• How to complete this task: The answer should be a single number: how many lines of the entries below hold the word "Кисловодская".

(Beginning of Given entries)

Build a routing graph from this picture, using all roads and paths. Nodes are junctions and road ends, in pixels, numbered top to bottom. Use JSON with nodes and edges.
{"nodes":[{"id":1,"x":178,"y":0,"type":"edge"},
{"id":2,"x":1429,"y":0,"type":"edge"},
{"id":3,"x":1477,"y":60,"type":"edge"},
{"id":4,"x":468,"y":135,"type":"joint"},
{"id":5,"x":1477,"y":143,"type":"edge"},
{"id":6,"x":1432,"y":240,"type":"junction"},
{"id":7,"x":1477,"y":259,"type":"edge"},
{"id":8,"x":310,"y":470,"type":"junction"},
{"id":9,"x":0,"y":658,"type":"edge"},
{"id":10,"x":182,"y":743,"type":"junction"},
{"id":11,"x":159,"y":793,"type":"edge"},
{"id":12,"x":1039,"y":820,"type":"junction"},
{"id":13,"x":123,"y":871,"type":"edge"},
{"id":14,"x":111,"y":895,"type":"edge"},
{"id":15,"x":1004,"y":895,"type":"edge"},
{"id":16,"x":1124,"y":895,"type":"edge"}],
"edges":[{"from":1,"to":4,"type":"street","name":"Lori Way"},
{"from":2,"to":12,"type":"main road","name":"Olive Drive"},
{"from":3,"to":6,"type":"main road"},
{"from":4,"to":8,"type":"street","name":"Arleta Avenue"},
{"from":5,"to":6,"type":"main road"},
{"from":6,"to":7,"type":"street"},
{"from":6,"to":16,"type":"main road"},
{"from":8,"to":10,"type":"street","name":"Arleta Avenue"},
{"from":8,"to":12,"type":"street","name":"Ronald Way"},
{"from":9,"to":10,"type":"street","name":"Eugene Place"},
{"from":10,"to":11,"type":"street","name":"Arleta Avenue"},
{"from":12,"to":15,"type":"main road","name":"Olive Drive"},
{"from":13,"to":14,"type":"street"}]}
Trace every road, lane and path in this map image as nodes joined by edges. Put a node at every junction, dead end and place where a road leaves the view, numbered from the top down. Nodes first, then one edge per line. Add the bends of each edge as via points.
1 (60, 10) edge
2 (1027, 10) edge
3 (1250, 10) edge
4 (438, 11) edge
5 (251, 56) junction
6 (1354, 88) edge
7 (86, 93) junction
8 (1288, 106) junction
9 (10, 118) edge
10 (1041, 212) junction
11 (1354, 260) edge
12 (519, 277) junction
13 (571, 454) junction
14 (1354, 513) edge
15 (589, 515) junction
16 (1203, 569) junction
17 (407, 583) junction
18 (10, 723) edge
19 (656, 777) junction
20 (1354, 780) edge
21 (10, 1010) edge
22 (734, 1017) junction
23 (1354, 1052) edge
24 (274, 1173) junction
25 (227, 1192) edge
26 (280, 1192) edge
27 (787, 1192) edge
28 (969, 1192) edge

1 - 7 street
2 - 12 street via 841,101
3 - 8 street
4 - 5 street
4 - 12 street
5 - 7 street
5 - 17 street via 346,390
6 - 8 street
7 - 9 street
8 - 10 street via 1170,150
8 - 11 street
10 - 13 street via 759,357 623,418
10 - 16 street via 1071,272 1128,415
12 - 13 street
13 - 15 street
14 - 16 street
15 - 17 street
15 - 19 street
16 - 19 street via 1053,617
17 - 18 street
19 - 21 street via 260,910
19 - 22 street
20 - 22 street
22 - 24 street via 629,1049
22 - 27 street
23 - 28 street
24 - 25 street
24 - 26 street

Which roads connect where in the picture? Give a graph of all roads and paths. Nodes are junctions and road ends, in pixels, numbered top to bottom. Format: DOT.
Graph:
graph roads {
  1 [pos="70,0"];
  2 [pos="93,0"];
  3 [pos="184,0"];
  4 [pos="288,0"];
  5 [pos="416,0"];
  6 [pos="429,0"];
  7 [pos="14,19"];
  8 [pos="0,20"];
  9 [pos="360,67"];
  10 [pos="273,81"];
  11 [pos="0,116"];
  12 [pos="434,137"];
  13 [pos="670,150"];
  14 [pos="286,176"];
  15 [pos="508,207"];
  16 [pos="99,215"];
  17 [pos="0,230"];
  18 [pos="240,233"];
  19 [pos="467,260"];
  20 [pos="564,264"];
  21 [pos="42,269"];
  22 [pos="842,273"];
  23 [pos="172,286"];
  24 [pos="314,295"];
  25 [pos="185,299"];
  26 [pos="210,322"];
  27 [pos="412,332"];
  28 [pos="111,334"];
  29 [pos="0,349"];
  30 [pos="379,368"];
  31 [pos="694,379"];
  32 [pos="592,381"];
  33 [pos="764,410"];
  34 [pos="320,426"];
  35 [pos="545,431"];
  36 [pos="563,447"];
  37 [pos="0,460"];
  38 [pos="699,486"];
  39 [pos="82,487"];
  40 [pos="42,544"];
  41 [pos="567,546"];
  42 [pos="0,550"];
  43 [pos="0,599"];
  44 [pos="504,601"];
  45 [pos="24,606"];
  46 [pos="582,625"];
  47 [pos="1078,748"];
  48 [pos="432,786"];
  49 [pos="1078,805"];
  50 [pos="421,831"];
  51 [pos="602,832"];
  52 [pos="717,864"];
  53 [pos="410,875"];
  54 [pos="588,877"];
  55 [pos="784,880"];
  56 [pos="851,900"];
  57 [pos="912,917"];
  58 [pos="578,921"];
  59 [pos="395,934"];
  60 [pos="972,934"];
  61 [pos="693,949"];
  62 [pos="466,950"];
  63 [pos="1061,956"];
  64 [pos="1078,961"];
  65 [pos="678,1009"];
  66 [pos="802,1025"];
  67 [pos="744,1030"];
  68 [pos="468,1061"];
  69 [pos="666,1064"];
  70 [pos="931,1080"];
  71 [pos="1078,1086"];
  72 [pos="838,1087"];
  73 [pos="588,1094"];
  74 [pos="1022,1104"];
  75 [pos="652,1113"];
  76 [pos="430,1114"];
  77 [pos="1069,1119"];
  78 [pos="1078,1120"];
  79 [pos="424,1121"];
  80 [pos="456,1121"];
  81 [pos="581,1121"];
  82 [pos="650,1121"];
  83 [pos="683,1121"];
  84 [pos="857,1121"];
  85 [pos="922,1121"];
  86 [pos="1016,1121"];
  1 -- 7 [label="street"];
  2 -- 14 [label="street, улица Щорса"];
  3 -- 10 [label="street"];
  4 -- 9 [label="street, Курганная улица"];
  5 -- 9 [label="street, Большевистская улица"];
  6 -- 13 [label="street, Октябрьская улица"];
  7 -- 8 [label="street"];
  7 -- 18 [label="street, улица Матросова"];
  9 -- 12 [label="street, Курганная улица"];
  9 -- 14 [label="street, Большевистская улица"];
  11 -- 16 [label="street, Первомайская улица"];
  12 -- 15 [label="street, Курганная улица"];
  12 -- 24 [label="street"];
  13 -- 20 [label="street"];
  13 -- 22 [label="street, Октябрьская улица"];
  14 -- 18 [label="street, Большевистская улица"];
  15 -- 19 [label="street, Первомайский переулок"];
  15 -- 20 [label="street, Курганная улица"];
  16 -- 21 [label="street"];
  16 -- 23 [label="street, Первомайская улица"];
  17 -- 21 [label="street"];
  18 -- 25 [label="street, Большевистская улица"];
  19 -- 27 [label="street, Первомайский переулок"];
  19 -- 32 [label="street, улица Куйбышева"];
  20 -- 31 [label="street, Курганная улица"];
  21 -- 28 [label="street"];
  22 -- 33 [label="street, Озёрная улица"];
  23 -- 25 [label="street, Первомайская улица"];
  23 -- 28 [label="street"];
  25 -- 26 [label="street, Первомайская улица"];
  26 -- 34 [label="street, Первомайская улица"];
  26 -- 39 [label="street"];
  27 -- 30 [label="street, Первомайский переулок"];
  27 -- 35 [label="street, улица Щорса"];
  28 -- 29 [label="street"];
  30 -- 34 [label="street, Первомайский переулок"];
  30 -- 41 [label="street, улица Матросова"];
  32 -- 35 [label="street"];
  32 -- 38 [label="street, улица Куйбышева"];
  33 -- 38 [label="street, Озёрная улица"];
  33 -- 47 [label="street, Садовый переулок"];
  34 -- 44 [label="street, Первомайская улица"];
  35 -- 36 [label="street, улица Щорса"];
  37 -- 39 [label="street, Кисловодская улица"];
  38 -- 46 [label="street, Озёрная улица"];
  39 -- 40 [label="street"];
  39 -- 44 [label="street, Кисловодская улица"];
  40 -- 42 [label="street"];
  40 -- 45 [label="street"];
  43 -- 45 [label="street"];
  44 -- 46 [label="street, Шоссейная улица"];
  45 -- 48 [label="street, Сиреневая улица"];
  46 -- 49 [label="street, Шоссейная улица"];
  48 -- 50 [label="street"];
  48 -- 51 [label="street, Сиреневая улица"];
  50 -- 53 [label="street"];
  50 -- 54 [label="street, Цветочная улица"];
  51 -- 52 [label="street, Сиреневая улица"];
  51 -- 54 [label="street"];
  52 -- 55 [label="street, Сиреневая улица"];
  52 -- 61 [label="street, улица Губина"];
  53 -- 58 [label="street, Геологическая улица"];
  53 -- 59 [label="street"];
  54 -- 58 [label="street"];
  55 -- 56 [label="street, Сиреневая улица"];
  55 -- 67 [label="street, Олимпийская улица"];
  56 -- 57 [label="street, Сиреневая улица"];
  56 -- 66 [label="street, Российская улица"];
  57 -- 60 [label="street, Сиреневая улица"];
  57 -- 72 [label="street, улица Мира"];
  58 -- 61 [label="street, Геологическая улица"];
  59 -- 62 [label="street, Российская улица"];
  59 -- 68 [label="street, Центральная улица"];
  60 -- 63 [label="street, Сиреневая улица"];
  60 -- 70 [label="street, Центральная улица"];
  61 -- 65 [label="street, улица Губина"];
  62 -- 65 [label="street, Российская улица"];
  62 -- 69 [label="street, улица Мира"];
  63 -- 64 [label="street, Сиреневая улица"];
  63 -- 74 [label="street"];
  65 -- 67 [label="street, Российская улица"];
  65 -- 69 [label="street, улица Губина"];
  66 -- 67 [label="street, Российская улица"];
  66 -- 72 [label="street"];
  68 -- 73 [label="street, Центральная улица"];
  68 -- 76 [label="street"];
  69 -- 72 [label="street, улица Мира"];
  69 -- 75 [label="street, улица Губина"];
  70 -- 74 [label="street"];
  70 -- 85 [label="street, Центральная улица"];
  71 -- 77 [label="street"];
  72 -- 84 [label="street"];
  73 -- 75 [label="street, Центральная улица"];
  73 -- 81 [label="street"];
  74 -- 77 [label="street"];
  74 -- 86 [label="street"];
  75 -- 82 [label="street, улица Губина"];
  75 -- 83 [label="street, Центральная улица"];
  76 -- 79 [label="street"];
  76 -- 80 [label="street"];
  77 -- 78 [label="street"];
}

(End of Given entries)

• Output for this exercise: 2